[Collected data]
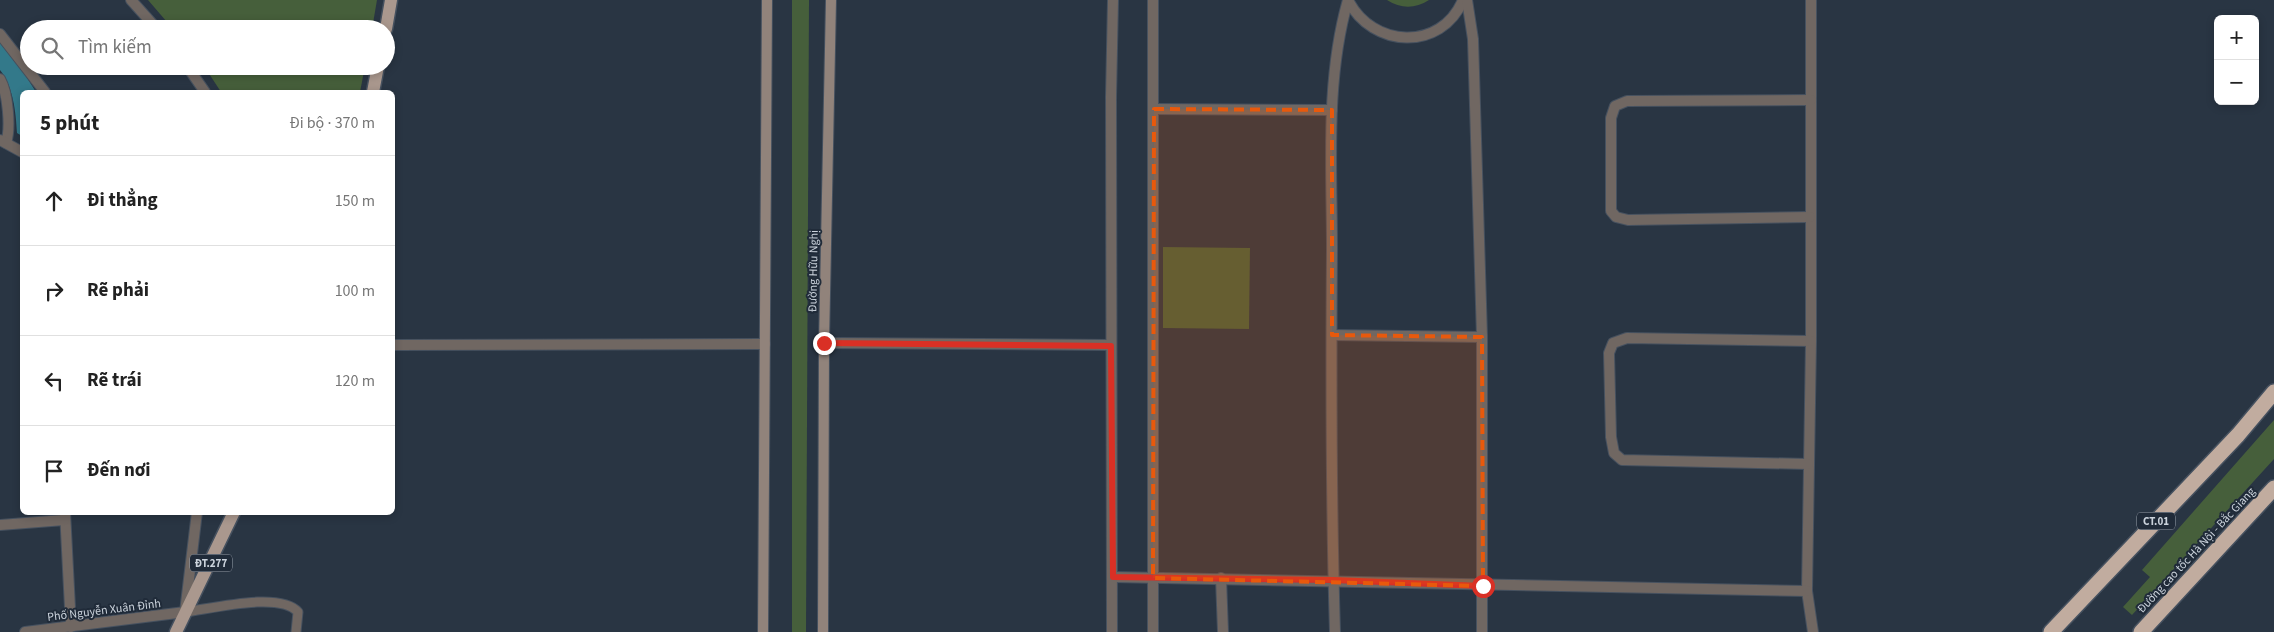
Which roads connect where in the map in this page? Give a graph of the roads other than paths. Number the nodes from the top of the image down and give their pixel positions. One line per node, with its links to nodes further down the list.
1 (131, 0): 11 (street)
2 (392, 0): 12 (main road)
3 (767, 0): 32 (main road)
4 (830, 0): 31 (main road, Đường Hữu Nghị)
5 (1113, 0): 34 (street)
6 (1153, 0): 23 (street)
7 (1348, 0): 8 (street); 24 (street)
8 (1463, 0)
9 (1467, 0): 29 (street)
10 (1811, 0): 22 (street)
11 (149, 20)
12 (388, 20)
13 (0, 34): 14 (street)
14 (20, 60)
15 (32, 75): 19 (street)
16 (193, 75): 20 (street)
17 (376, 75): 21 (main road)
18 (0, 79): 25 (street)
19 (43, 90)
20 (204, 90)
21 (373, 90)
22 (1811, 100): 27 (street); 27 (street)
23 (1154, 109): 24 (street); 43 (street)
24 (1332, 110): 28 (street)
25 (3, 142): 26 (street)
26 (20, 151)
27 (1810, 217): 30 (street)
28 (1332, 335): 29 (street); 45 (street)
29 (1482, 337): 46 (street)
30 (1811, 340): 36 (street); 36 (street)
31 (824, 343): 34 (street); 54 (main road, Đường Hữu Nghị)
32 (765, 344): 33 (street); 53 (main road)
33 (395, 345)
34 (1111, 346): 42 (street)
35 (2274, 392): 61 (highway, CT.01)
36 (1808, 464): 47 (street)
37 (2274, 488): 62 (highway, Đường cao tốc Hà Nội - Bắc Giang)
38 (197, 515): 48 (street)
39 (233, 515): 48 (main road, ĐT.277)
40 (64, 516): 41 (street); 49 (street)
41 (0, 525)
42 (1113, 577): 43 (street); 55 (street)
43 (1153, 578): 44 (street); 56 (street)
44 (1221, 578): 45 (street); 57 (street)
45 (1333, 580): 46 (street); 58 (street)
46 (1483, 586): 47 (street); 59 (street)
47 (1807, 590): 60 (street)
48 (185, 612): 49 (street, Phố Nguyễn Xuân Đỉnh); 51 (main road, ĐT.277); 52 (lane)
49 (72, 627): 50 (street, Phố Nguyễn Xuân Đỉnh)
50 (25, 632)
51 (176, 632)
52 (296, 632)
53 (764, 632)
54 (823, 632)
55 (1112, 632)
56 (1153, 632)
57 (1223, 632)
58 (1335, 632)
59 (1482, 632)
60 (1813, 632)
61 (2051, 632)
62 (2141, 632)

» Directions
Could you write out every line above exactly as it stands, with no images?

» Solution for this problem
Which roads connect where in the map in this page? Give a graph of the roads other than paths. Number the nodes from the top of the image down and give their pixel positions. One line per node, with its links to nodes further down the list.
1 (131, 0): 11 (street)
2 (392, 0): 12 (main road)
3 (767, 0): 32 (main road)
4 (830, 0): 31 (main road, Đường Hữu Nghị)
5 (1113, 0): 34 (street)
6 (1153, 0): 23 (street)
7 (1348, 0): 8 (street); 24 (street)
8 (1463, 0)
9 (1467, 0): 29 (street)
10 (1811, 0): 22 (street)
11 (149, 20)
12 (388, 20)
13 (0, 34): 14 (street)
14 (20, 60)
15 (32, 75): 19 (street)
16 (193, 75): 20 (street)
17 (376, 75): 21 (main road)
18 (0, 79): 25 (street)
19 (43, 90)
20 (204, 90)
21 (373, 90)
22 (1811, 100): 27 (street); 27 (street)
23 (1154, 109): 24 (street); 43 (street)
24 (1332, 110): 28 (street)
25 (3, 142): 26 (street)
26 (20, 151)
27 (1810, 217): 30 (street)
28 (1332, 335): 29 (street); 45 (street)
29 (1482, 337): 46 (street)
30 (1811, 340): 36 (street); 36 (street)
31 (824, 343): 34 (street); 54 (main road, Đường Hữu Nghị)
32 (765, 344): 33 (street); 53 (main road)
33 (395, 345)
34 (1111, 346): 42 (street)
35 (2274, 392): 61 (highway, CT.01)
36 (1808, 464): 47 (street)
37 (2274, 488): 62 (highway, Đường cao tốc Hà Nội - Bắc Giang)
38 (197, 515): 48 (street)
39 (233, 515): 48 (main road, ĐT.277)
40 (64, 516): 41 (street); 49 (street)
41 (0, 525)
42 (1113, 577): 43 (street); 55 (street)
43 (1153, 578): 44 (street); 56 (street)
44 (1221, 578): 45 (street); 57 (street)
45 (1333, 580): 46 (street); 58 (street)
46 (1483, 586): 47 (street); 59 (street)
47 (1807, 590): 60 (street)
48 (185, 612): 49 (street, Phố Nguyễn Xuân Đỉnh); 51 (main road, ĐT.277); 52 (lane)
49 (72, 627): 50 (street, Phố Nguyễn Xuân Đỉnh)
50 (25, 632)
51 (176, 632)
52 (296, 632)
53 (764, 632)
54 (823, 632)
55 (1112, 632)
56 (1153, 632)
57 (1223, 632)
58 (1335, 632)
59 (1482, 632)
60 (1813, 632)
61 (2051, 632)
62 (2141, 632)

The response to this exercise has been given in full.